O.K., w/that said I hope I have been able to clarify my previous definitions. To the lady that is going thru this terrible time in her family's life: Go to your states statutes for your states Nurse Practice Act & go to Disciplinary actions. It will tell you what actions from the nurse will constitute grounds for disciplinary actions. Seek professional legal representation. I understand where U are coming from & I pray that your situation will be resolved. If you would like to contact me personally you can write to [email protected] & I will be glad to speak w/u.

Charly RN,LNC

14 year LPN I feel so sorry for you.
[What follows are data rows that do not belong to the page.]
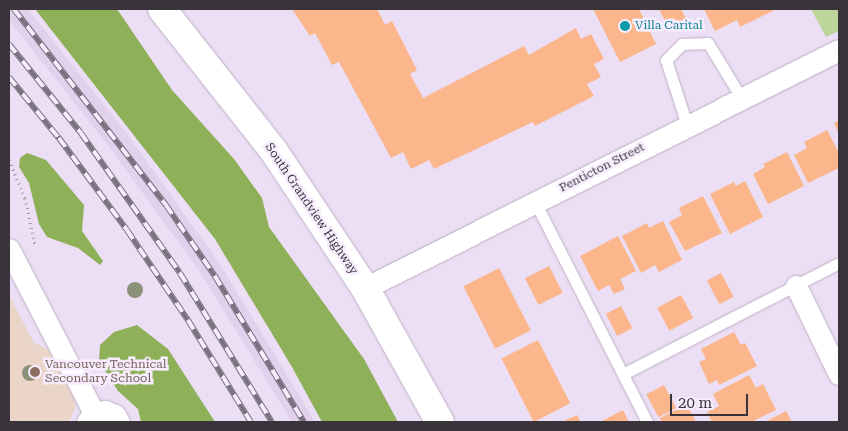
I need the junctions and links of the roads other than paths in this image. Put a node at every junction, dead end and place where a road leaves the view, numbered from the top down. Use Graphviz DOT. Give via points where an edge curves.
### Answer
graph roads {
  1 [pos="162,9"];
  2 [pos="839,50"];
  3 [pos="742,99"];
  4 [pos="687,126"];
  5 [pos="535,202"];
  6 [pos="9,249"];
  7 [pos="839,263"];
  8 [pos="796,286"];
  9 [pos="365,288"];
  10 [pos="623,374"];
  11 [pos="839,374"];
  12 [pos="91,418"];
  13 [pos="119,422"];
  14 [pos="440,422"];
  15 [pos="647,422"];
  1 -- 9 [label="main road, South Grandview Highway" via="273,150"];
  2 -- 3 [label="street, Penticton Street"];
  3 -- 4 [label="street, Penticton Street"];
  3 -- 4 [label="lane" via="708,43 682,44 666,60"];
  4 -- 5 [label="street, Penticton Street"];
  5 -- 9 [label="street, Penticton Street"];
  5 -- 10 [label="lane"];
  6 -- 12 [label="street"];
  7 -- 8 [label="lane"];
  8 -- 10 [label="lane"];
  8 -- 11 [label="street"];
  9 -- 14 [label="main road, South Grandview Highway"];
  10 -- 15 [label="lane"];
  12 -- 13 [label="street" via="110,412"];
}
I have a 15 year old who is in a private school and a terrific student and basically a good boy. However, being the hormoned induced child that he is he has pushed me to the wall as well. I have not had to slap him but then, I have had visions of wanting to cuff him right up alongside of his cute little head. No one can judge how they would react to a situation until they have first handidly lived what you are going through. Personally maybe one instance of slap in the face may have been warranted, that is not abuse in my eyes. I feel abuse is something like the author of "A Child Called It" went through. I feel for you, see a lawyer and a family therapist to get your career and your childs life staightened out. This world has gotten away from simple parenting skills. Kids have no fear of getting into trouble these days. They have NO respect for their parents, their teachers, elders or anyone in authority. I don't promote slapping however, sometimes they just may need a quick swift kick in the pants to realize they are not in total control. It's too bad that families today do not do the simple things in life like eating dinner together, going to a movie together. The family dynamics are no longer just mother, father, brothers and sisters . It's step this and step that, "Uncle" this half that there is not stability and consistency, no accountability for their actions (good or Bad). We have come to a world of blaming instead of owning up and accepting what you have coming to you. There are too many split families or children left to raise themselves. Learn to love one another again. Take care, and I sincerley hope all goes well for you.